Compute peak-to-peak value of input with percentile values.

Parameters
  • a (np.ndarray) – Input array.

  • q (tuple) – Tuple specifying low and high percentile values.

Returns

ptp (float) – The peak-to-peak value.

minian.initialization.seeds_init(varr, wnd_size=500, method='rolling', stp_size=200, nchunk=100, max_wnd=10, diff_thres=2)[source]

Generate over-complete set of seeds by finding local maxima across frames.

This function computes the maximum intensity projection of a subset of frames and finds the local maxima. The subsetting use either a rolling window or random sampling of frames. wnd_size stp_size and nchunk controls different aspects of the subsetting. max_wnd and diff_thres controls how local maxima are computed. The set of all local maxima found in this process constitutes an overly-complete set of seeds, representing putative locations of cells.

Parameters
  • varr (xr.DataArray) – Input movie data. Should have dimensions “frame”, “height” and “width”.

  • wnd_size (int, optional) – Number of frames in each chunk, for which a max projection will be calculated. By default 500.

  • method (str, optional) – Either “rolling” or “random”. Controls whether to use rolling window or random sampling of frames to construct chunks. By default “rolling”.

  • stp_size (int, optional) – Number of frames between the center of each chunk when stepping through the data with rolling windows. Only used if method is “rolling”. By default 200.

  • nchunk (int, optional) – Number of chunks to sample randomly. Only used if method is “random”. By default 100.

  • max_wnd (int, optional) – Radius (in pixels) of the disk window used for computing local maxima. Local maximas are defined as pixels with maximum intensity in such a window. By default 10.

  • diff_thres (int, optional) – Intensity threshold for the difference between local maxima and its neighbours. Any local maxima that is not birghter than its neighbor (defined by the same disk window) by diff_thres intensity values will be filtered out. By default 2.

Returns

seeds (pd.DataFrame) – Seeds dataframe with each seed as a row. Has column “height” and “width” which are location of the seeds. Also has column “seeds” which is an integer showing how many chunks where the seed is considered a local maxima.

minian.initialization.seeds_merge(varr, max_proj, seeds, thres_dist=5, thres_corr=0.6, noise_freq=None)[source]
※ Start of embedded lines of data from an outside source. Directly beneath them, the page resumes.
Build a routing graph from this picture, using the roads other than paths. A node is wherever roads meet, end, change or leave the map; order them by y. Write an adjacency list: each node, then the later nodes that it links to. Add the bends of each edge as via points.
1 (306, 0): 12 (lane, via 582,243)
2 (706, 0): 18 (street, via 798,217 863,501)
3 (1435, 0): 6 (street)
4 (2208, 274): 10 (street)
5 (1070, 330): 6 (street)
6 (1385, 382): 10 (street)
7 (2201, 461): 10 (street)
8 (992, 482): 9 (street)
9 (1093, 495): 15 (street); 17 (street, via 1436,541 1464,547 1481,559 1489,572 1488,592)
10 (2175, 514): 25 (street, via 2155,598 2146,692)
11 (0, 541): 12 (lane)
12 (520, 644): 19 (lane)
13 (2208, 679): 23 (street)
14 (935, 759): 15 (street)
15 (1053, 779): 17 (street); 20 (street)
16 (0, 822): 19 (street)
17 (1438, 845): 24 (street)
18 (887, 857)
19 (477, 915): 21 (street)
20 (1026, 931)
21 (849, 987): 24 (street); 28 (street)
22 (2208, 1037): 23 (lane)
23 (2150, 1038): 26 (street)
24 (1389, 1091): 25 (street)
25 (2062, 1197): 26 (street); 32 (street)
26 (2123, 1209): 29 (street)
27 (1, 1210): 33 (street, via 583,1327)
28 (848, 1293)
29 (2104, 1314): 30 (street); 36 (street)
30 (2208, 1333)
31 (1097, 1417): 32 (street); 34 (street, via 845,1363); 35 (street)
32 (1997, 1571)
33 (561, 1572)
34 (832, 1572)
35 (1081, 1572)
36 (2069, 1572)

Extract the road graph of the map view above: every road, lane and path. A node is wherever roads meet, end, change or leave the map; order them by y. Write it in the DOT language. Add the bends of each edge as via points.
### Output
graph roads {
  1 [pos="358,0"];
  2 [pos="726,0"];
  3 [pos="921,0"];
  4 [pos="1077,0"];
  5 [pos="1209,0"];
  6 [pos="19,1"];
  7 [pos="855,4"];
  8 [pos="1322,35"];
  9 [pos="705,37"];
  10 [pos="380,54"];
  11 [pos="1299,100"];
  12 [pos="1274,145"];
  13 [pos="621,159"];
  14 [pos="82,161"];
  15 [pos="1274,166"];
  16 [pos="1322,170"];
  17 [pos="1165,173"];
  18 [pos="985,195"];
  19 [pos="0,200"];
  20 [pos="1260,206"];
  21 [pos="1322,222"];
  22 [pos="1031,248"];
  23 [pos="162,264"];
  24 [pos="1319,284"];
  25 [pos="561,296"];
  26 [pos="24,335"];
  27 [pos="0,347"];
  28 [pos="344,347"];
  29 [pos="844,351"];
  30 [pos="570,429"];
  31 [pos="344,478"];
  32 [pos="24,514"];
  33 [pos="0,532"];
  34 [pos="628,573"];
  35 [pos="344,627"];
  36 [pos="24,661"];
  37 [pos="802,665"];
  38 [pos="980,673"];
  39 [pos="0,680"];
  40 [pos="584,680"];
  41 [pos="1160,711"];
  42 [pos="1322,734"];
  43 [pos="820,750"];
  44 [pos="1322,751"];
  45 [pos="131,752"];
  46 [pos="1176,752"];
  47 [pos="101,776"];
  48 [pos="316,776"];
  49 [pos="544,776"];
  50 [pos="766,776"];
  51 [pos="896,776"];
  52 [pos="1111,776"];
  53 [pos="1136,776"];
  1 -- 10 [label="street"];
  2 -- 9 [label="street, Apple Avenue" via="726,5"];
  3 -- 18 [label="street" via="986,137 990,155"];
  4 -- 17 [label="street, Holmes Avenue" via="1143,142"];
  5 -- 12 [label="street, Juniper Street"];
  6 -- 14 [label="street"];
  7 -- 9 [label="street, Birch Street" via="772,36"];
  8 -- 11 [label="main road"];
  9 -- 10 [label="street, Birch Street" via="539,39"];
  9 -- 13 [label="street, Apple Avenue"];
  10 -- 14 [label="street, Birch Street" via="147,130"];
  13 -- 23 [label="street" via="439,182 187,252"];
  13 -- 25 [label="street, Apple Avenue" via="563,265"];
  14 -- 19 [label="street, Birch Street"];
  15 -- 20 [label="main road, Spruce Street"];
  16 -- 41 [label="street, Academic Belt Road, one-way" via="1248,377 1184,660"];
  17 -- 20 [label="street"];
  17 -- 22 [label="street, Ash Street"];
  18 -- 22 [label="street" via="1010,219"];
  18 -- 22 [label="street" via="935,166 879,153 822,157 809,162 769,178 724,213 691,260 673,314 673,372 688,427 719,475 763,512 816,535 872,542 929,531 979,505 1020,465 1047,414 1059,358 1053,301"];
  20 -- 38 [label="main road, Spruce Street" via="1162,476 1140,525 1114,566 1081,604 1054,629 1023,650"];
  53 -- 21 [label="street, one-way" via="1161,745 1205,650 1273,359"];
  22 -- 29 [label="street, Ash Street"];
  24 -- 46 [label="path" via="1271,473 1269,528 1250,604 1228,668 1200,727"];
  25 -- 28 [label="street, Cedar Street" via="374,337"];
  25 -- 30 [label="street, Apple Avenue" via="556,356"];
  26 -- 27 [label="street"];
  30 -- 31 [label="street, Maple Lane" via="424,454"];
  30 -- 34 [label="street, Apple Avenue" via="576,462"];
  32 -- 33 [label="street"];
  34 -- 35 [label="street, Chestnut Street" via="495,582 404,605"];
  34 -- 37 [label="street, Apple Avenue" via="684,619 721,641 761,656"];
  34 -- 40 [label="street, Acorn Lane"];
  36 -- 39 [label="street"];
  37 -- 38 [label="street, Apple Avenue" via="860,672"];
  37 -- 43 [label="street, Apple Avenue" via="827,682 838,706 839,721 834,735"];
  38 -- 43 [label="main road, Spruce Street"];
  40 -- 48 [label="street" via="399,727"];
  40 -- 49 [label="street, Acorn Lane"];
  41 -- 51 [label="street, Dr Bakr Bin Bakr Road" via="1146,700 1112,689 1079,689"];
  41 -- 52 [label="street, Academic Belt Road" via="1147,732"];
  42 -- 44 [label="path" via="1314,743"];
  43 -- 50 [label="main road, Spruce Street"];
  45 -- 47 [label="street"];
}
Merge seeds based on spatial distance and temporal correlation of their activities.

This function build an adjacency matrix by thresholding spatial distance between seeds and temporal correlation between activities of seeds. It then merge seeds using the adjacency matrix by only keeping the seed with maximum intensity in the max projection within each connected group of seeds. The merge is therefore transitive.

Parameters
  • varr (xr.DataArray) – Input movie data. Should have dimension “height”, “width” and “frame”.

  • max_proj (xr.DataArray) – Max projection of the movie data.

  • seeds (pd.DataFrame) – Dataframe of seeds to be merged.

  • thres_dist (int, optional) – Threshold of distance between seeds in pixel. By default 5.

  • thres_corr (float, optional) – Threshold of temporal correlation between activities of seeds. By default 0.6.

  • noise_freq (float, optional) – Cut-off frequency for optional smoothing of activities before computing the correlation. If None then no smoothing will be done. By default None.

Returns

seeds (pd.DataFrame) – The resulting seeds dataframe with an additional column “mask_mrg”, indicating whether the seed should be kept after the merge. If the column already exists in input seeds it will be overwritten.